----- PROVIDED RECORDS

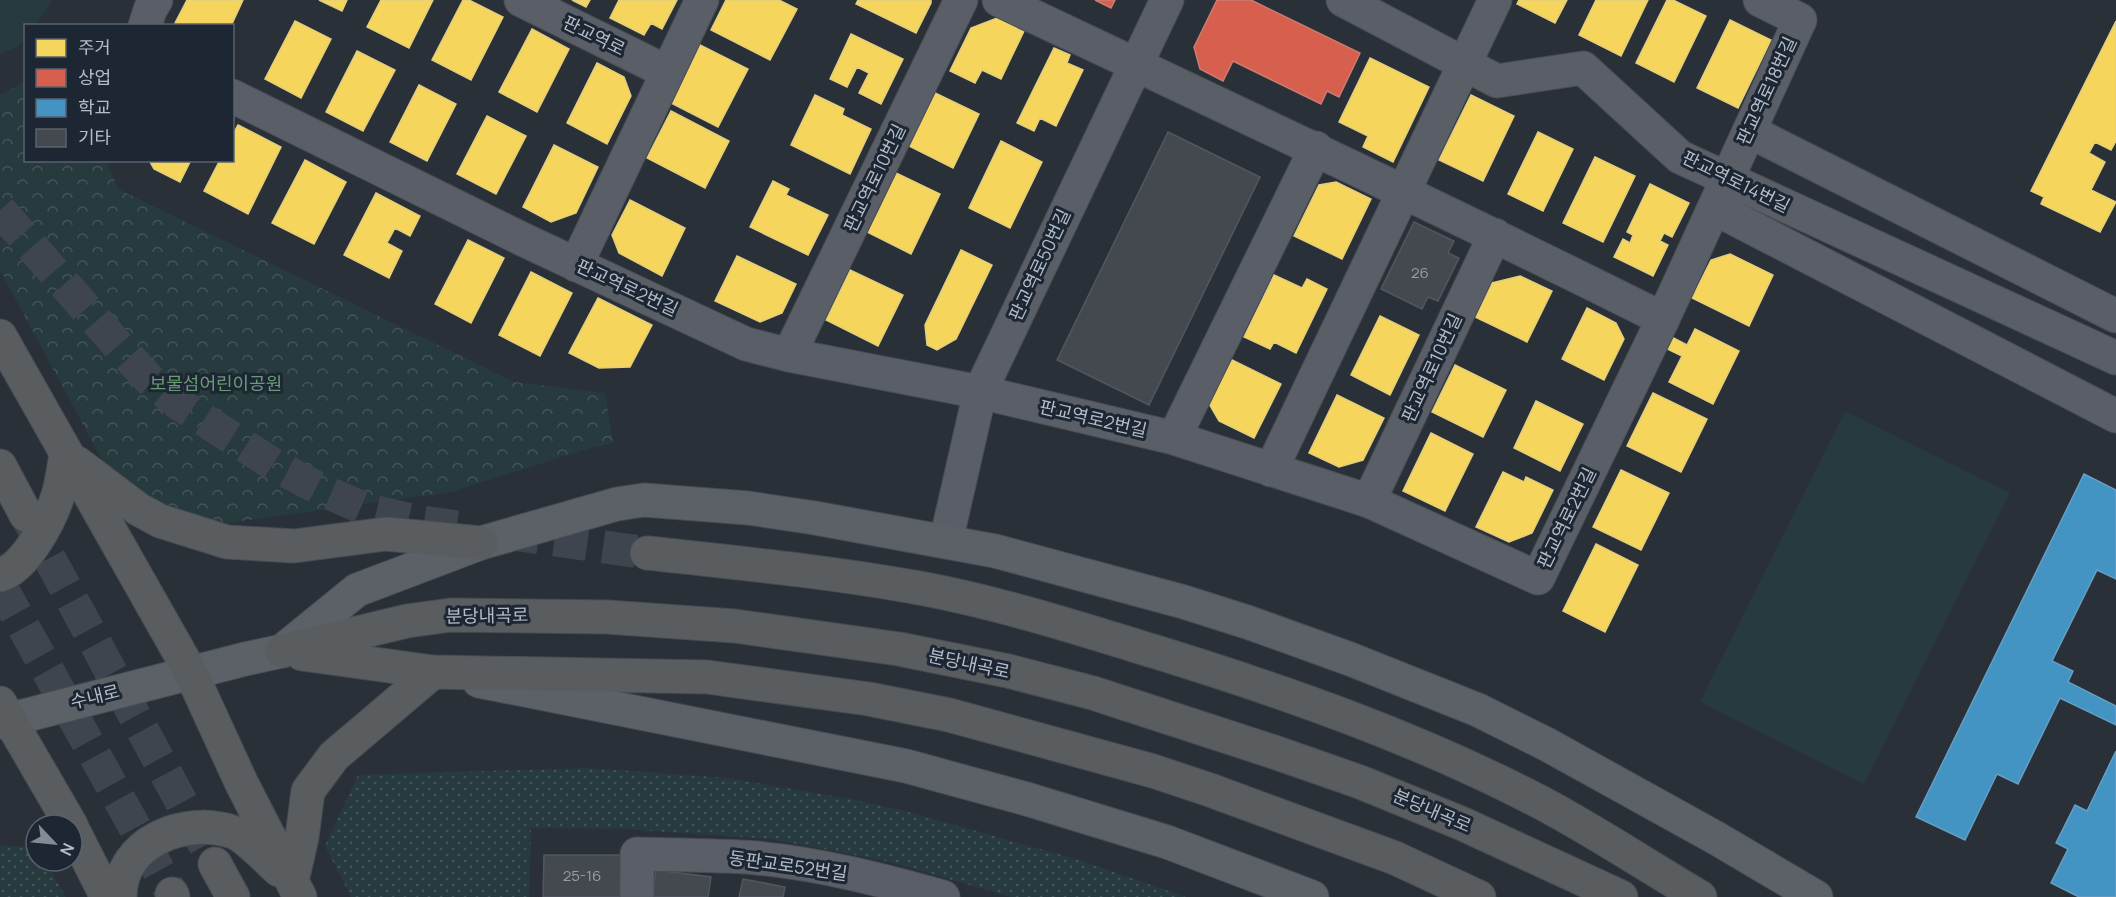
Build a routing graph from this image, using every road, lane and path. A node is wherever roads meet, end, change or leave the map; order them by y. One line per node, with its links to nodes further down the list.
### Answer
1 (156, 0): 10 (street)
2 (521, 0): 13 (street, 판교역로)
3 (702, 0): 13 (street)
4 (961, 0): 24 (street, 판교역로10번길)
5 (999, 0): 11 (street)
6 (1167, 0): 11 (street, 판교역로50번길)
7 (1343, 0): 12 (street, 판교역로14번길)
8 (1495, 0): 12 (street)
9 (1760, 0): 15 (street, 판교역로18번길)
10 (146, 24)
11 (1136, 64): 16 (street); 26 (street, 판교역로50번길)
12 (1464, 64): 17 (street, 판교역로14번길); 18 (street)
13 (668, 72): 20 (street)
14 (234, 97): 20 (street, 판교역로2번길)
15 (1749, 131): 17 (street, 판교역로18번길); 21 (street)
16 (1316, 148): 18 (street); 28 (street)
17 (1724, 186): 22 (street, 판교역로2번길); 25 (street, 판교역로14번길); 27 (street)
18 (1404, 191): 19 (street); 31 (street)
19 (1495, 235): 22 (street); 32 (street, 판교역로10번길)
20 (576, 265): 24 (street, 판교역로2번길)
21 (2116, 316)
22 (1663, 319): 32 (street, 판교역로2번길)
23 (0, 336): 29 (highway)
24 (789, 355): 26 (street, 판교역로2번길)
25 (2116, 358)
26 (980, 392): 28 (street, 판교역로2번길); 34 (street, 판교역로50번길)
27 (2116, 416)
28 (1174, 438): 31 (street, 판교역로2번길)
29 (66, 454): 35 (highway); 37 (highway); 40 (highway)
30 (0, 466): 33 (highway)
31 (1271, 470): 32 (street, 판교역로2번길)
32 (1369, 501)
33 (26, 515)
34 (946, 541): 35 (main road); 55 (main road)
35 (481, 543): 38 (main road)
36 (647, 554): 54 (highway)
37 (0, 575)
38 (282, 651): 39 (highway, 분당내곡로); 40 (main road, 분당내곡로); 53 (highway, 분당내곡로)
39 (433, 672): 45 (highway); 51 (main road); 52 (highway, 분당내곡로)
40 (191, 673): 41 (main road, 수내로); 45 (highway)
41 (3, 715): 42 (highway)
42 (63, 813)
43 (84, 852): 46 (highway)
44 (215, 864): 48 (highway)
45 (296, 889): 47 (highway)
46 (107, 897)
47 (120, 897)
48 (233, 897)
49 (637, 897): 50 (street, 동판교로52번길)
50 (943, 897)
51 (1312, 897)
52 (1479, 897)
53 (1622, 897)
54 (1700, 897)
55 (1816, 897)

----------

> _AIM OF THE TASK_
Each entry above should be restated word for word, though no picture may appear in the copy.

> _SOLUTION TO THIS EXERCISE_
Build a routing graph from this image, using every road, lane and path. A node is wherever roads meet, end, change or leave the map; order them by y. One line per node, with its links to nodes further down the list.
### Answer
1 (156, 0): 10 (street)
2 (521, 0): 13 (street, 판교역로)
3 (702, 0): 13 (street)
4 (961, 0): 24 (street, 판교역로10번길)
5 (999, 0): 11 (street)
6 (1167, 0): 11 (street, 판교역로50번길)
7 (1343, 0): 12 (street, 판교역로14번길)
8 (1495, 0): 12 (street)
9 (1760, 0): 15 (street, 판교역로18번길)
10 (146, 24)
11 (1136, 64): 16 (street); 26 (street, 판교역로50번길)
12 (1464, 64): 17 (street, 판교역로14번길); 18 (street)
13 (668, 72): 20 (street)
14 (234, 97): 20 (street, 판교역로2번길)
15 (1749, 131): 17 (street, 판교역로18번길); 21 (street)
16 (1316, 148): 18 (street); 28 (street)
17 (1724, 186): 22 (street, 판교역로2번길); 25 (street, 판교역로14번길); 27 (street)
18 (1404, 191): 19 (street); 31 (street)
19 (1495, 235): 22 (street); 32 (street, 판교역로10번길)
20 (576, 265): 24 (street, 판교역로2번길)
21 (2116, 316)
22 (1663, 319): 32 (street, 판교역로2번길)
23 (0, 336): 29 (highway)
24 (789, 355): 26 (street, 판교역로2번길)
25 (2116, 358)
26 (980, 392): 28 (street, 판교역로2번길); 34 (street, 판교역로50번길)
27 (2116, 416)
28 (1174, 438): 31 (street, 판교역로2번길)
29 (66, 454): 35 (highway); 37 (highway); 40 (highway)
30 (0, 466): 33 (highway)
31 (1271, 470): 32 (street, 판교역로2번길)
32 (1369, 501)
33 (26, 515)
34 (946, 541): 35 (main road); 55 (main road)
35 (481, 543): 38 (main road)
36 (647, 554): 54 (highway)
37 (0, 575)
38 (282, 651): 39 (highway, 분당내곡로); 40 (main road, 분당내곡로); 53 (highway, 분당내곡로)
39 (433, 672): 45 (highway); 51 (main road); 52 (highway, 분당내곡로)
40 (191, 673): 41 (main road, 수내로); 45 (highway)
41 (3, 715): 42 (highway)
42 (63, 813)
43 (84, 852): 46 (highway)
44 (215, 864): 48 (highway)
45 (296, 889): 47 (highway)
46 (107, 897)
47 (120, 897)
48 (233, 897)
49 (637, 897): 50 (street, 동판교로52번길)
50 (943, 897)
51 (1312, 897)
52 (1479, 897)
53 (1622, 897)
54 (1700, 897)
55 (1816, 897)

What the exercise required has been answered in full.